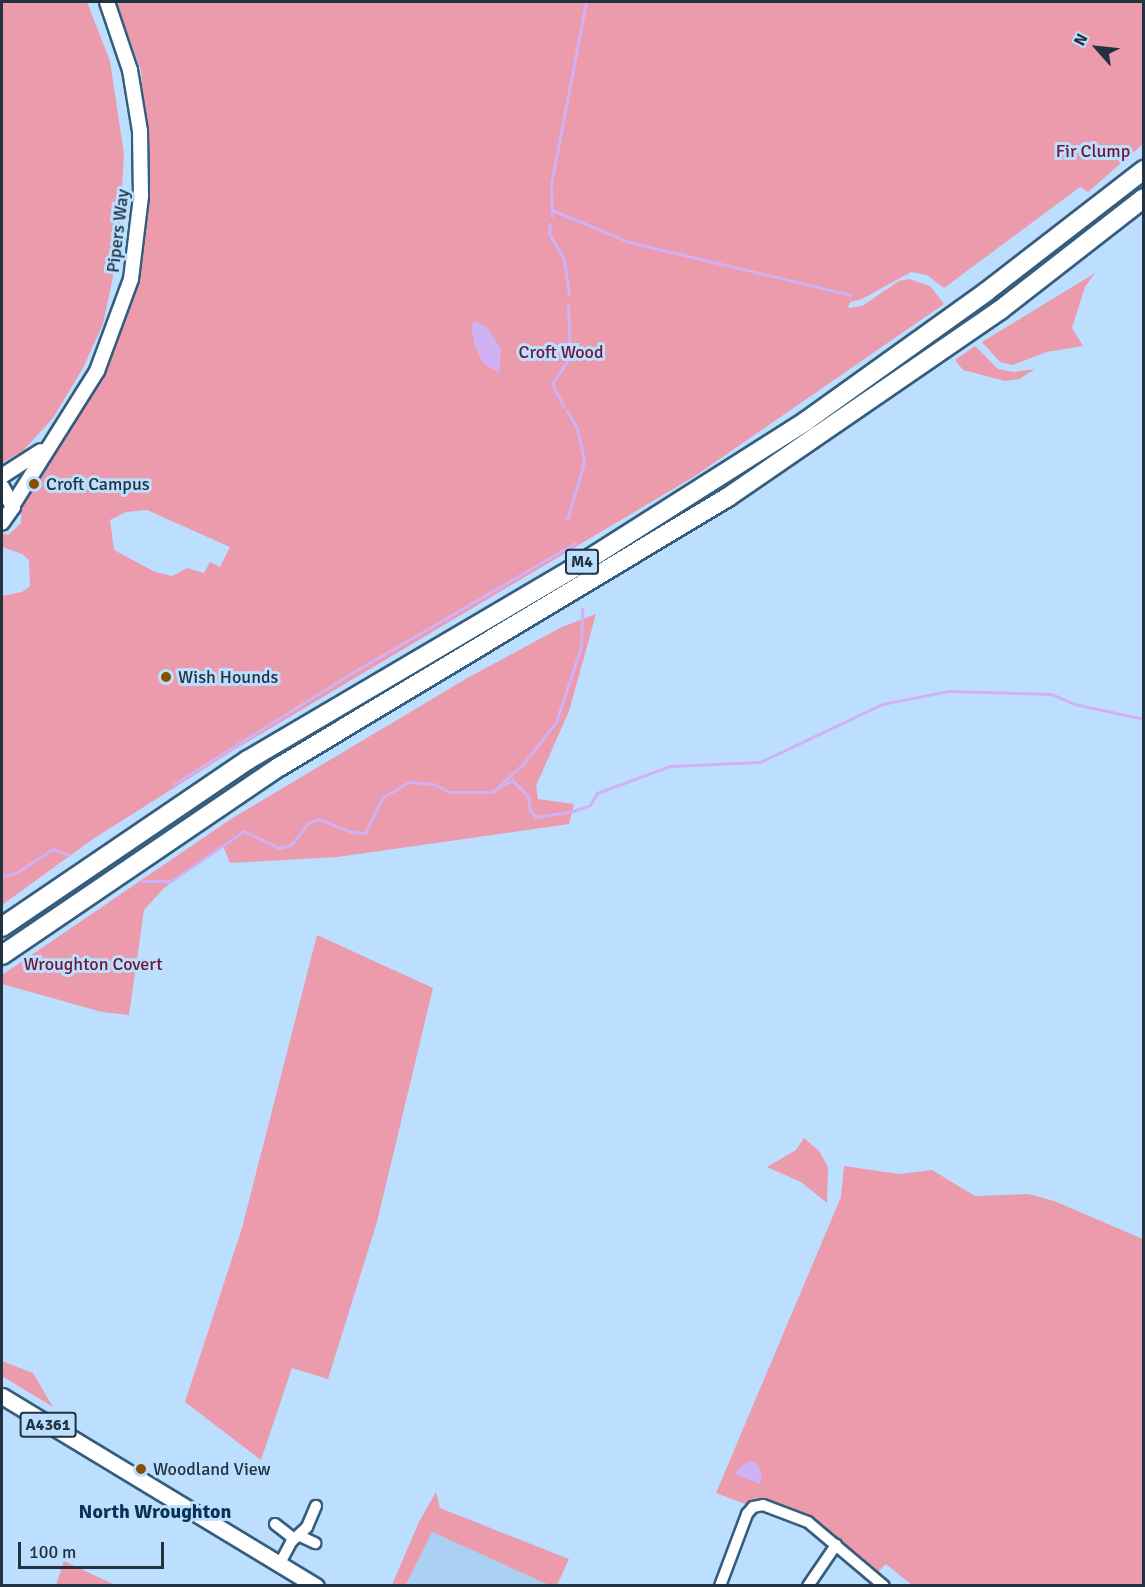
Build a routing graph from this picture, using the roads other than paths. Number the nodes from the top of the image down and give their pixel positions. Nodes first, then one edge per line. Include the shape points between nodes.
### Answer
1 (107, 2) edge
2 (1143, 170) edge
3 (1143, 198) edge
4 (45, 448) junction
5 (2, 476) edge
6 (2, 487) edge
7 (12, 506) junction
8 (2, 523) edge
9 (2, 927) edge
10 (2, 954) edge
11 (2, 1396) edge
12 (316, 1506) dead end
13 (275, 1524) dead end
14 (297, 1537) junction
15 (315, 1543) dead end
16 (836, 1545) junction
17 (279, 1565) junction
18 (316, 1586) edge
19 (720, 1586) edge
20 (808, 1586) edge
21 (884, 1586) edge

1 - 4 main road, Pipers Way via 127,59 139,119 142,179 137,246 129,286 109,345 87,387
2 - 9 highway, M4 via 986,292 806,421 592,557 248,760
3 - 10 highway, M4 via 1000,310 737,491 606,574 279,767
4 - 5 main road, Pipers Way
4 - 7 main road, Pipers Way
6 - 7 main road
7 - 8 main road, Pipers Way via 10,516
11 - 17 main road, A4361
12 - 14 street
13 - 14 street
14 - 15 street
14 - 17 street
16 - 19 street via 792,1513 767,1505 753,1507
16 - 20 street
16 - 21 street
17 - 18 main road, A4361

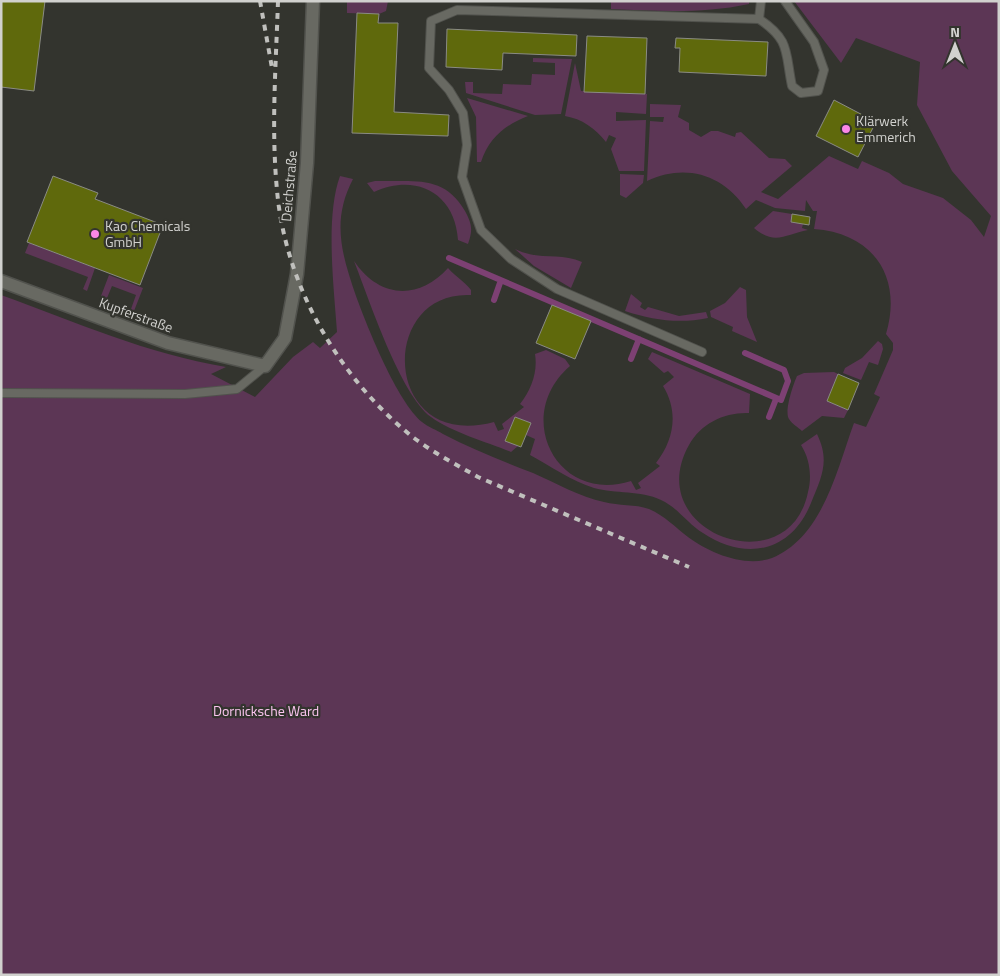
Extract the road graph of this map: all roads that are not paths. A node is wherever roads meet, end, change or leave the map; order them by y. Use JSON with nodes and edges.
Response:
{"nodes":[{"id":1,"x":313,"y":1,"type":"edge"},
{"id":2,"x":761,"y":1,"type":"edge"},
{"id":3,"x":785,"y":1,"type":"edge"},
{"id":4,"x":759,"y":20,"type":"junction"},
{"id":5,"x":1,"y":281,"type":"edge"},
{"id":6,"x":702,"y":352,"type":"dead end"},
{"id":7,"x":264,"y":366,"type":"junction"},
{"id":8,"x":1,"y":393,"type":"edge"}],
"edges":[{"from":1,"to":7,"type":"street","name":"Deichstraße"},
{"from":2,"to":4,"type":"lane"},
{"from":3,"to":4,"type":"lane"},
{"from":4,"to":6,"type":"lane"},
{"from":5,"to":7,"type":"street","name":"Kupferstraße"},
{"from":7,"to":8,"type":"lane"}]}
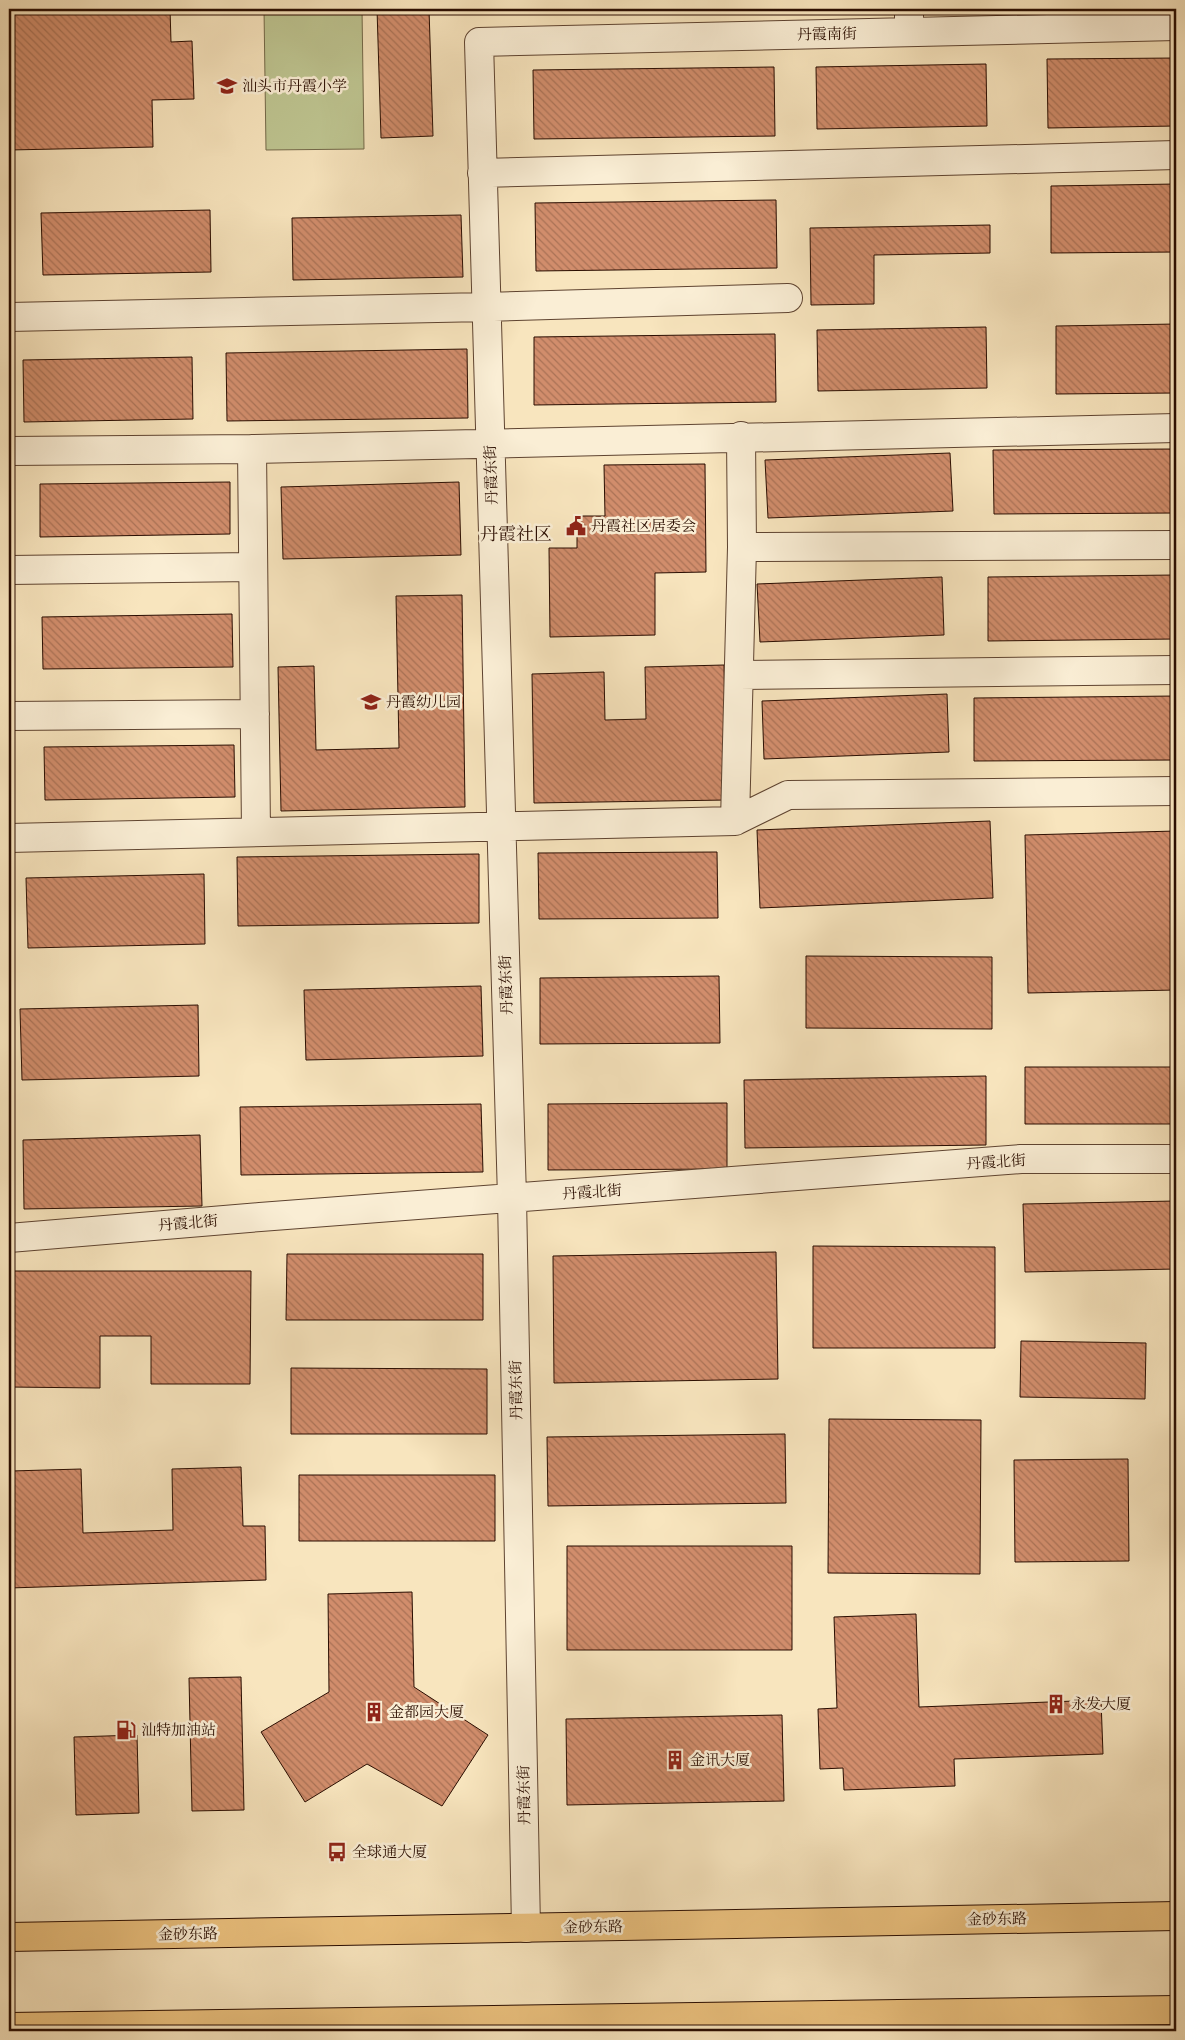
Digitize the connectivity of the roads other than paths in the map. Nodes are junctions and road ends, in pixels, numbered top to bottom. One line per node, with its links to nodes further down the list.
1 (909, 20): 2 (street, 丹霞南街); 3 (street, 丹霞南街)
2 (1176, 26)
3 (479, 42): 5 (street, 丹霞东街)
4 (1176, 155): 5 (street)
5 (482, 173): 7 (street, 丹霞东街)
6 (788, 298): 7 (street)
7 (486, 307): 8 (street); 11 (street, 丹霞东街)
8 (9, 317)
9 (1176, 428): 10 (street)
10 (740, 436): 11 (street); 15 (street)
11 (490, 442): 12 (street); 24 (street, 丹霞东街)
12 (252, 449): 13 (street); 16 (street)
13 (9, 451)
14 (1176, 545): 15 (street)
15 (742, 547): 19 (street)
16 (254, 566): 17 (street); 20 (street)
17 (9, 570)
18 (1176, 670): 19 (street)
19 (739, 675): 23 (street)
20 (255, 714): 21 (street); 25 (street)
21 (9, 716)
22 (1176, 791): 23 (street)
23 (736, 821): 24 (street)
24 (501, 826): 25 (street); 28 (street, 丹霞东街)
25 (256, 832): 26 (street)
26 (9, 838)
27 (1176, 1159): 28 (street, 丹霞北街)
28 (512, 1198): 29 (street, 丹霞北街); 31 (street, 丹霞东街)
29 (9, 1238)
30 (1176, 1916): 31 (main road, 金砂东路)
31 (526, 1928): 32 (main road, 金砂东路)
32 (9, 1937)
33 (1176, 2010): 34 (main road)
34 (954, 2022): 35 (main road)
35 (9, 2027)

════

Reproduce the listing in full and exactly, excluding any pictures it holds.

Build a routing graph from this picture, using the roads other than paths. Number the nodes from the top of the image down and give their pixel positions. Nodes first, then one edge per line. Include the shape points between nodes.
### Answer
1 (107, 2) edge
2 (1143, 170) edge
3 (1143, 198) edge
4 (45, 448) junction
5 (2, 476) edge
6 (2, 487) edge
7 (12, 506) junction
8 (2, 523) edge
9 (2, 927) edge
10 (2, 954) edge
11 (2, 1396) edge
12 (316, 1506) dead end
13 (275, 1524) dead end
14 (297, 1537) junction
15 (315, 1543) dead end
16 (836, 1545) junction
17 (279, 1565) junction
18 (316, 1586) edge
19 (720, 1586) edge
20 (808, 1586) edge
21 (884, 1586) edge

1 - 4 main road, Pipers Way via 127,59 139,119 142,179 137,246 129,286 109,345 87,387
2 - 9 highway, M4 via 986,292 806,421 592,557 248,760
3 - 10 highway, M4 via 1000,310 737,491 606,574 279,767
4 - 5 main road, Pipers Way
4 - 7 main road, Pipers Way
6 - 7 main road
7 - 8 main road, Pipers Way via 10,516
11 - 17 main road, A4361
12 - 14 street
13 - 14 street
14 - 15 street
14 - 17 street
16 - 19 street via 792,1513 767,1505 753,1507
16 - 20 street
16 - 21 street
17 - 18 main road, A4361

Extract the road graph of this map: all roads that are not paths. A node is wherever roads meet, end, change or leave the map; order them by y. Use JSON with nodes and edges.
Response:
{"nodes":[{"id":1,"x":313,"y":1,"type":"edge"},
{"id":2,"x":761,"y":1,"type":"edge"},
{"id":3,"x":785,"y":1,"type":"edge"},
{"id":4,"x":759,"y":20,"type":"junction"},
{"id":5,"x":1,"y":281,"type":"edge"},
{"id":6,"x":702,"y":352,"type":"dead end"},
{"id":7,"x":264,"y":366,"type":"junction"},
{"id":8,"x":1,"y":393,"type":"edge"}],
"edges":[{"from":1,"to":7,"type":"street","name":"Deichstraße"},
{"from":2,"to":4,"type":"lane"},
{"from":3,"to":4,"type":"lane"},
{"from":4,"to":6,"type":"lane"},
{"from":5,"to":7,"type":"street","name":"Kupferstraße"},
{"from":7,"to":8,"type":"lane"}]}
Digitize the connectivity of the roads other than paths in the map. Nodes are junctions and road ends, in pixels, numbered top to bottom. One line per node, with its links to nodes further down the list.
1 (909, 20): 2 (street, 丹霞南街); 3 (street, 丹霞南街)
2 (1176, 26)
3 (479, 42): 5 (street, 丹霞东街)
4 (1176, 155): 5 (street)
5 (482, 173): 7 (street, 丹霞东街)
6 (788, 298): 7 (street)
7 (486, 307): 8 (street); 11 (street, 丹霞东街)
8 (9, 317)
9 (1176, 428): 10 (street)
10 (740, 436): 11 (street); 15 (street)
11 (490, 442): 12 (street); 24 (street, 丹霞东街)
12 (252, 449): 13 (street); 16 (street)
13 (9, 451)
14 (1176, 545): 15 (street)
15 (742, 547): 19 (street)
16 (254, 566): 17 (street); 20 (street)
17 (9, 570)
18 (1176, 670): 19 (street)
19 (739, 675): 23 (street)
20 (255, 714): 21 (street); 25 (street)
21 (9, 716)
22 (1176, 791): 23 (street)
23 (736, 821): 24 (street)
24 (501, 826): 25 (street); 28 (street, 丹霞东街)
25 (256, 832): 26 (street)
26 (9, 838)
27 (1176, 1159): 28 (street, 丹霞北街)
28 (512, 1198): 29 (street, 丹霞北街); 31 (street, 丹霞东街)
29 (9, 1238)
30 (1176, 1916): 31 (main road, 金砂东路)
31 (526, 1928): 32 (main road, 金砂东路)
32 (9, 1937)
33 (1176, 2010): 34 (main road)
34 (954, 2022): 35 (main road)
35 (9, 2027)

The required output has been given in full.